Career highlights and awards
- 2x KBO League MVP (1985, 1988); 6x Golden Glove Award (1985, 1986, 1987, 1988, 1989, 1990, 1991); 3x KBO home run title (1985, 1988, 1989); 7x Korean Series champion (1983, 1986, 1987, 1988, 1989, 1991, 1993);

= Kim Seong-han (baseball) =

South Korean baseball player, coach, and manager

Kim Seong-han (born May 18, 1958) is a retired South Korean professional baseball infielder and pitcher who played for the Haitai Tigers of the KBO League. Kim played all 14 seasons for the Tigers, winning the KBO League Most Valuable Player Award twice, in 1985 and 1988. He was the first KBO player to hit 30 home runs in a season. Kim was considered the best first basemen in the KBO from 1985 to 1991, winning the KBO League Golden Glove Award every year at that position. His Haitai Tigers won seven Korean Series titles with him as a player.

Kim attended Dongguk University.

== Playing career ==
An infielder for most of his career, Kim was also a pitcher for his first few seasons. His most frequent appearance as a pitcher was in 1982, his first year in the league (and incidentally the first year of the KBO), when he went 10–5 with a 2.79 ERA. As a hitter that year, he batted .305 with 13 home runs and 69 runs batted in, leading the league in RBI.

In 1985, Kim won his first MVP award, hitting .333 with a league-leading 22 home runs and 75 RBI, second in the league. That year he also led the KBO in hits with 133 and doubles with 29.

In 1988, Kim won his second MVP award, hitting .333 (third in the league), smacking a league-leading 30 home runs and 89 RBI, and leading the Tigers to their fourth KBO championship. His 30 home runs that year was the first time anyone in the KBO League had reached the 30-homer milestone (particularly impressive because the season was only 108 games).

In 1989, Kim won his third home run title, with 26, and also led the league in runs with 93 and walks with 84.

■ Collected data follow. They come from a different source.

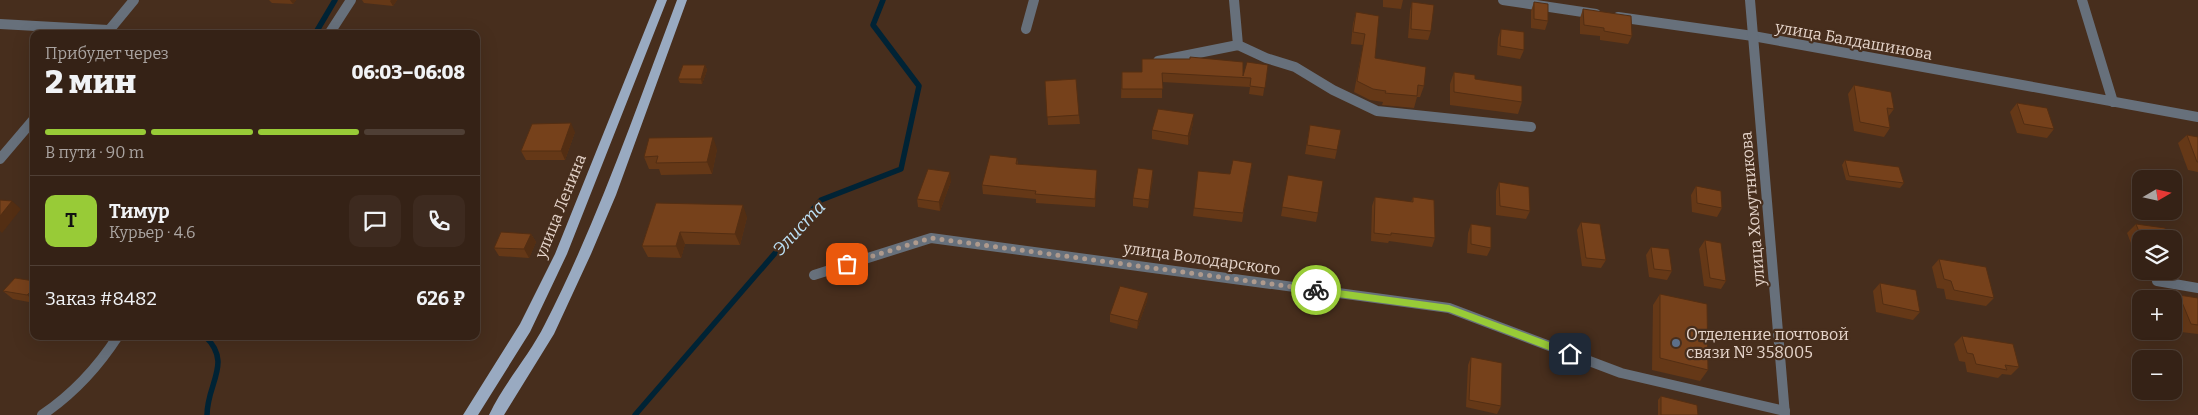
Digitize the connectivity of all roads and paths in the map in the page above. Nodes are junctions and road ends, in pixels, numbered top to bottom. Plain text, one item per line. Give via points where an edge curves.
1 (134, 0) edge
2 (351, 0) edge
3 (662, 0) edge
4 (682, 0) edge
5 (1034, 0) edge
6 (1234, 0) edge
7 (1503, 0) edge
8 (1750, 0) edge
9 (2082, 0) edge
10 (0, 24) edge
11 (1026, 29) dead end
12 (80, 30) edge
13 (109, 30) edge
14 (332, 30) edge
15 (1753, 36) junction
16 (1238, 45) junction
17 (1158, 62) edge
18 (2113, 102) junction
19 (2198, 117) edge
20 (30, 124) edge
21 (1531, 128) dead end
22 (0, 158) edge
23 (814, 275) dead end
24 (2157, 281) dead end
25 (2198, 288) edge
26 (116, 340) edge
27 (1785, 413) edge
28 (42, 415) edge
29 (470, 415) edge
30 (496, 415) edge

1 - 13 street
2 - 14 street
3 - 29 main road, улица Ленина via 561,254 526,328
4 - 30 main road via 585,254 549,330
5 - 11 street
6 - 16 street
7 - 15 street, улица Балдашинова
8 - 15 street, улица Хомутникова
9 - 18 street
10 - 12 street
15 - 18 street, улица Балдашинова
15 - 27 street, улица Хомутникова
16 - 17 street
16 - 21 street via 1295,67 1377,111
18 - 19 street, улица Балдашинова
20 - 22 street
23 - 27 street, улица Володарского via 931,238 1449,308 1621,373
24 - 25 street
26 - 28 street via 62,400

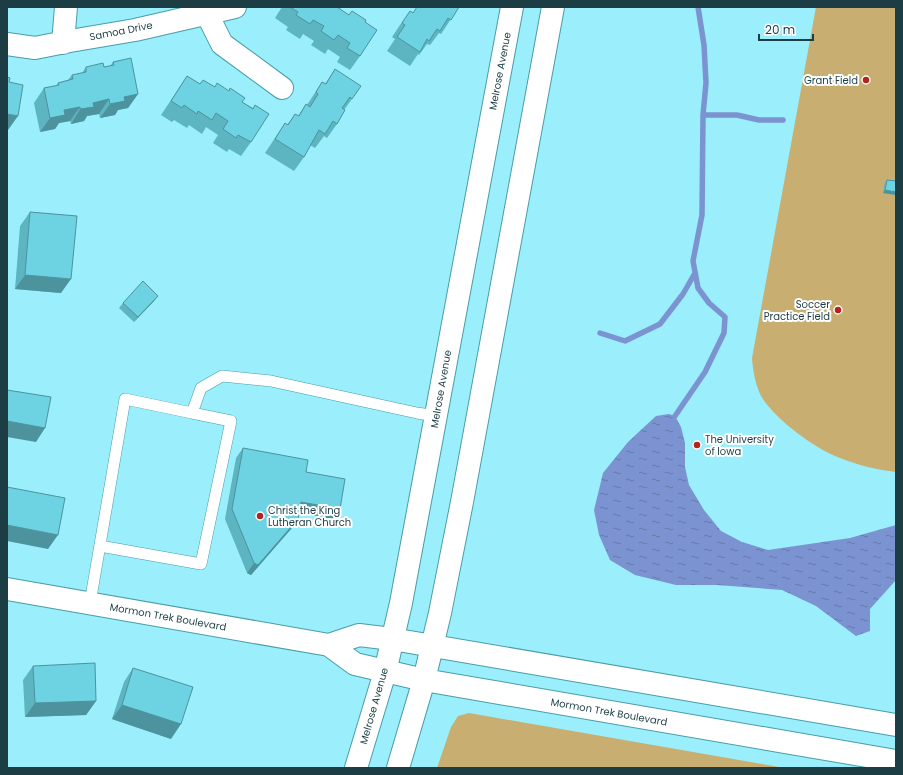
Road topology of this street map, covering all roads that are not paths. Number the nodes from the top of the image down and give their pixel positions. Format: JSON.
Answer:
{"nodes":[{"id":1,"x":66,"y":7,"type":"edge"},
{"id":2,"x":235,"y":7,"type":"edge"},
{"id":3,"x":512,"y":7,"type":"edge"},
{"id":4,"x":552,"y":9,"type":"edge"},
{"id":5,"x":207,"y":14,"type":"junction"},
{"id":6,"x":63,"y":43,"type":"junction"},
{"id":7,"x":7,"y":44,"type":"edge"},
{"id":8,"x":282,"y":88,"type":"dead end"},
{"id":9,"x":192,"y":412,"type":"junction"},
{"id":10,"x":436,"y":416,"type":"junction"},
{"id":11,"x":100,"y":546,"type":"junction"},
{"id":12,"x":7,"y":589,"type":"edge"},
{"id":13,"x":90,"y":603,"type":"junction"},
{"id":14,"x":392,"y":639,"type":"junction"},
{"id":15,"x":329,"y":645,"type":"junction"},
{"id":16,"x":432,"y":646,"type":"junction"},
{"id":17,"x":384,"y":672,"type":"junction"},
{"id":18,"x":424,"y":680,"type":"junction"},
{"id":19,"x":896,"y":725,"type":"edge"},
{"id":20,"x":896,"y":761,"type":"edge"},
{"id":21,"x":356,"y":768,"type":"edge"},
{"id":22,"x":398,"y":768,"type":"edge"}],
"edges":[{"from":1,"to":6,"type":"main road"},
{"from":2,"to":5,"type":"main road","name":"Samoa Drive"},
{"from":3,"to":10,"type":"main road","name":"Melrose Avenue"},
{"from":4,"to":16,"type":"main road"},
{"from":5,"to":6,"type":"main road","name":"Samoa Drive"},
{"from":5,"to":8,"type":"main road"},
{"from":6,"to":7,"type":"main road","name":"Samoa Drive"},
{"from":9,"to":10,"type":"lane"},
{"from":9,"to":11,"type":"lane"},
{"from":9,"to":11,"type":"lane"},
{"from":10,"to":14,"type":"main road","name":"Melrose Avenue"},
{"from":11,"to":13,"type":"lane"},
{"from":12,"to":13,"type":"main road","name":"Mormon Trek Boulevard"},
{"from":13,"to":15,"type":"main road","name":"Mormon Trek Boulevard"},
{"from":14,"to":15,"type":"main road","name":"Mormon Trek Boulevard"},
{"from":14,"to":16,"type":"main road","name":"Mormon Trek Boulevard"},
{"from":14,"to":17,"type":"main road","name":"Melrose Avenue"},
{"from":15,"to":17,"type":"main road","name":"Mormon Trek Boulevard"},
{"from":16,"to":18,"type":"main road"},
{"from":16,"to":19,"type":"main road","name":"Mormon Trek Boulevard"},
{"from":17,"to":18,"type":"main road","name":"Mormon Trek Boulevard"},
{"from":17,"to":21,"type":"main road","name":"Melrose Avenue"},
{"from":18,"to":20,"type":"main road","name":"Mormon Trek Boulevard"},
{"from":18,"to":22,"type":"main road"}]}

Kim was the first KBO player with multiple MVP Awards and is one of only five players in KBO League history to win the MVP Award more than once.

== Coaching career ==
After retiring as a player in 1995, Kim stayed on as a Tigers coach from 1996 to 2000. He was the Tigers' manager from 2001 to 2004, during which time the team made it to the playoffs three out of four years.

Kim was the bench coach of the runner-up South Korean national team in the 2009 World Baseball Classic.

Kim worked as a coach for the Hanwha Eagles from 2013 to 2014.